## What to produce
Drop every picture and give the entries back exactly.

Excerpts from a dataset
* * *

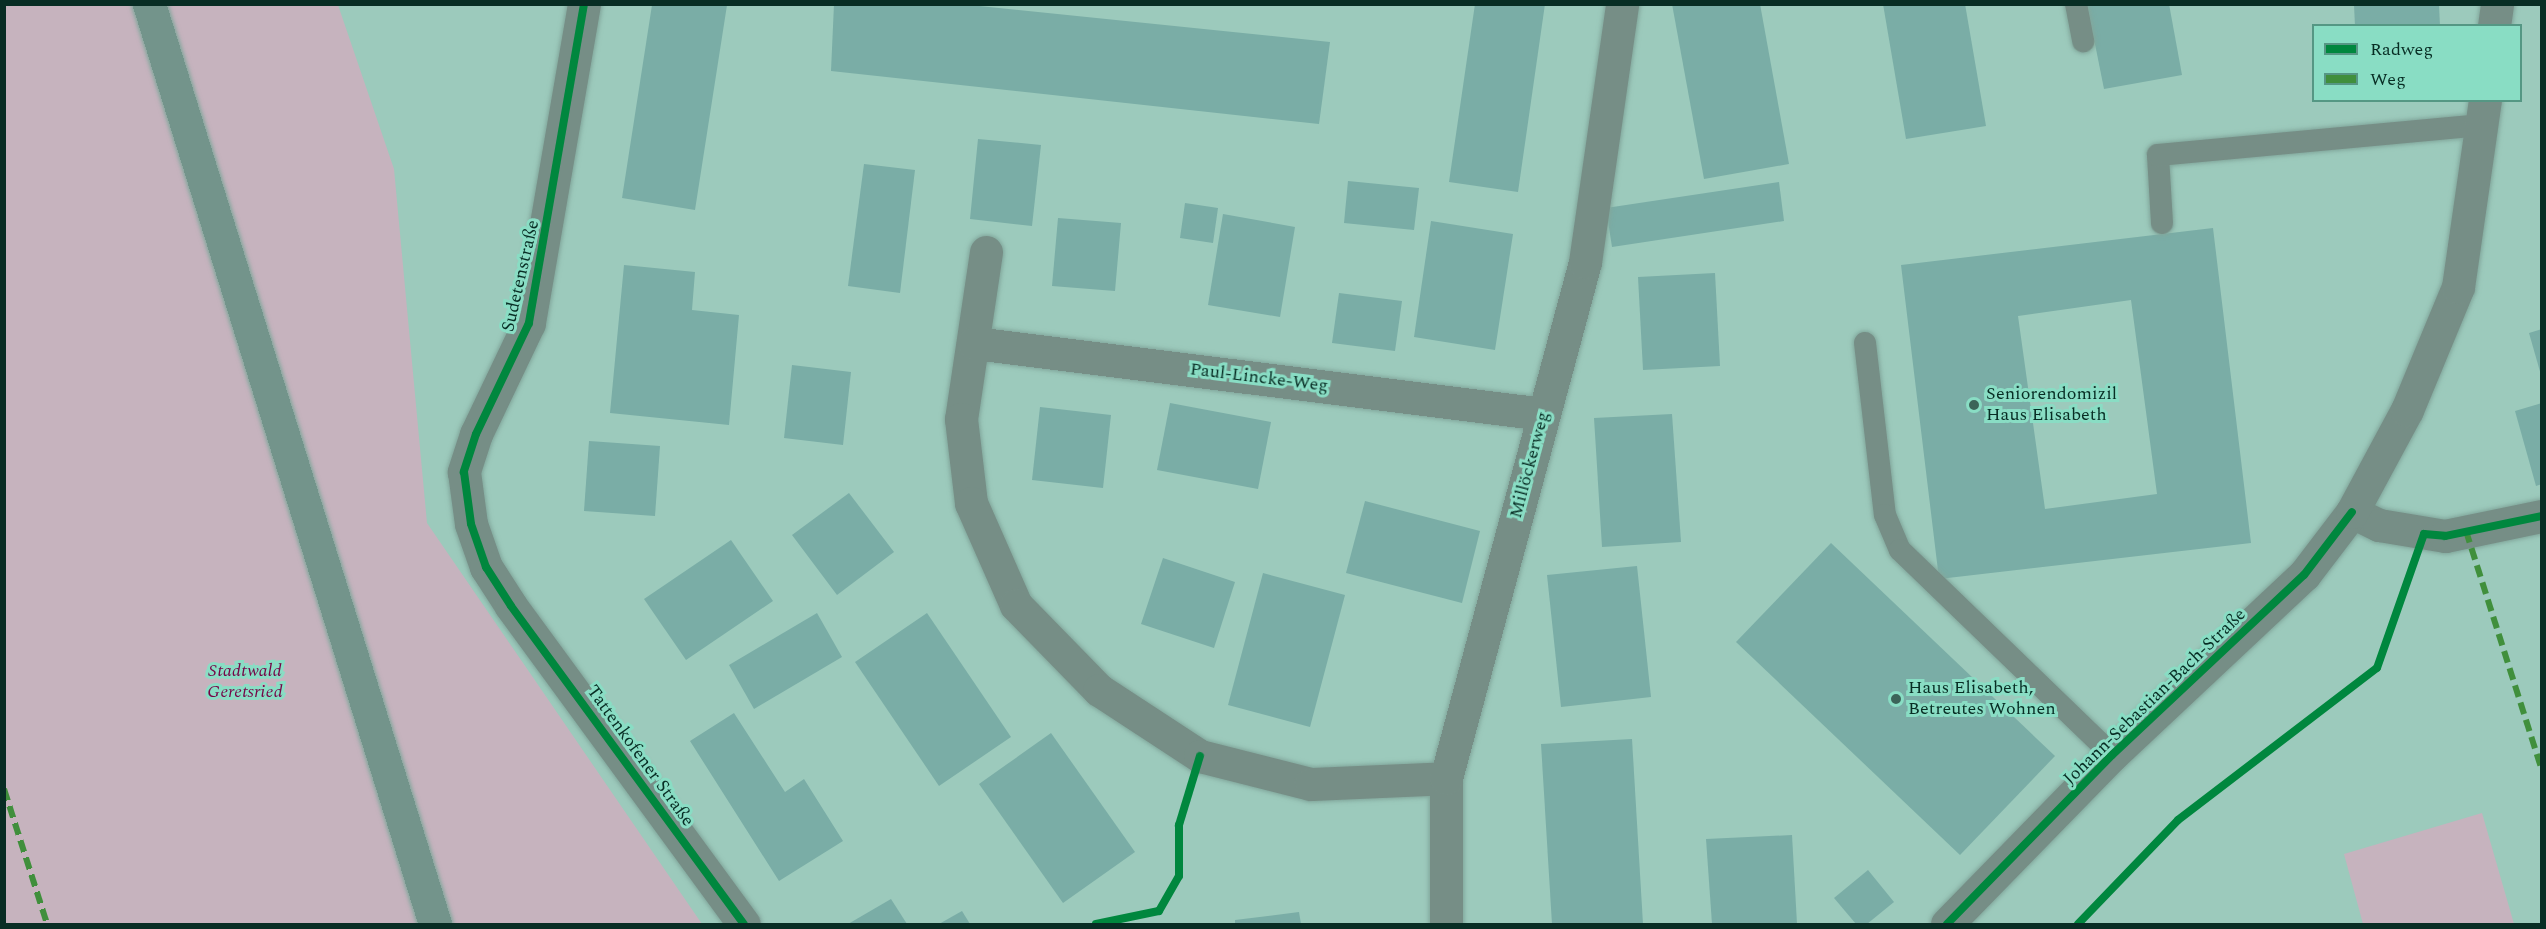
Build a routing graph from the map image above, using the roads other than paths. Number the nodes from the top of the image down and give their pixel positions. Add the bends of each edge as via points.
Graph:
1 (149, 4) edge
2 (584, 4) edge
3 (1622, 4) edge
4 (2076, 4) edge
5 (2497, 4) edge
6 (2494, 24) edge
7 (2083, 41) dead end
8 (2484, 113) edge
9 (2162, 224) dead end
10 (986, 252) dead end
11 (974, 343) junction
12 (1865, 343) dead end
13 (1544, 414) junction
14 (2352, 512) junction
15 (2541, 516) edge
16 (511, 606) joint
17 (2112, 755) junction
18 (1446, 778) junction
19 (435, 924) edge
20 (744, 924) edge
21 (1446, 924) edge
22 (1947, 924) edge

1 - 19 main road
2 - 16 street, Sudetenstraße via 529,323 476,435 464,472 471,524 486,567
3 - 13 street, Millöckerweg via 1585,262
4 - 7 lane
5 - 6 street
8 - 9 lane via 2158,155
8 - 14 street, Johann-Sebastian-Bach-Straße via 2458,287 2408,410
10 - 11 street
11 - 13 street, Paul-Lincke-Weg
11 - 18 street via 961,419 971,503 1016,605 1099,690 1211,759 1311,784
12 - 17 lane via 1885,515 1900,550
13 - 18 street, Millöckerweg
14 - 15 street via 2379,525 2445,536
14 - 17 street, Johann-Sebastian-Bach-Straße via 2304,575
16 - 20 street, Tattenkofener Straße
17 - 22 street, Johann-Sebastian-Bach-Straße
18 - 21 street, Millöckerweg

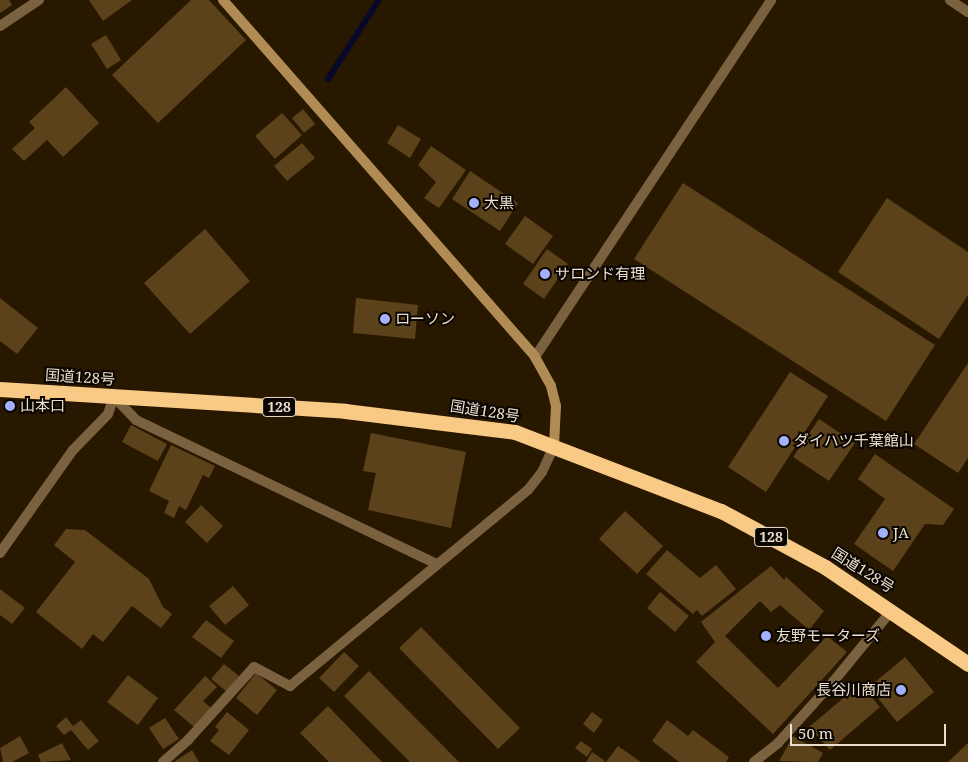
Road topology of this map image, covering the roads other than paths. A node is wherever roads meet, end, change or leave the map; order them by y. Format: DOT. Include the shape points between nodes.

* * *

## Result for this exercise
Build a routing graph from the map image above, using the roads other than paths. Number the nodes from the top of the image down and give their pixel positions. Add the bends of each edge as via points.
Graph:
1 (149, 4) edge
2 (584, 4) edge
3 (1622, 4) edge
4 (2076, 4) edge
5 (2497, 4) edge
6 (2494, 24) edge
7 (2083, 41) dead end
8 (2484, 113) edge
9 (2162, 224) dead end
10 (986, 252) dead end
11 (974, 343) junction
12 (1865, 343) dead end
13 (1544, 414) junction
14 (2352, 512) junction
15 (2541, 516) edge
16 (511, 606) joint
17 (2112, 755) junction
18 (1446, 778) junction
19 (435, 924) edge
20 (744, 924) edge
21 (1446, 924) edge
22 (1947, 924) edge

1 - 19 main road
2 - 16 street, Sudetenstraße via 529,323 476,435 464,472 471,524 486,567
3 - 13 street, Millöckerweg via 1585,262
4 - 7 lane
5 - 6 street
8 - 9 lane via 2158,155
8 - 14 street, Johann-Sebastian-Bach-Straße via 2458,287 2408,410
10 - 11 street
11 - 13 street, Paul-Lincke-Weg
11 - 18 street via 961,419 971,503 1016,605 1099,690 1211,759 1311,784
12 - 17 lane via 1885,515 1900,550
13 - 18 street, Millöckerweg
14 - 15 street via 2379,525 2445,536
14 - 17 street, Johann-Sebastian-Bach-Straße via 2304,575
16 - 20 street, Tattenkofener Straße
17 - 22 street, Johann-Sebastian-Bach-Straße
18 - 21 street, Millöckerweg

Road topology of this map image, covering the roads other than paths. A node is wherever roads meet, end, change or leave the map; order them by y. Format: DOT. Include the shape points between nodes.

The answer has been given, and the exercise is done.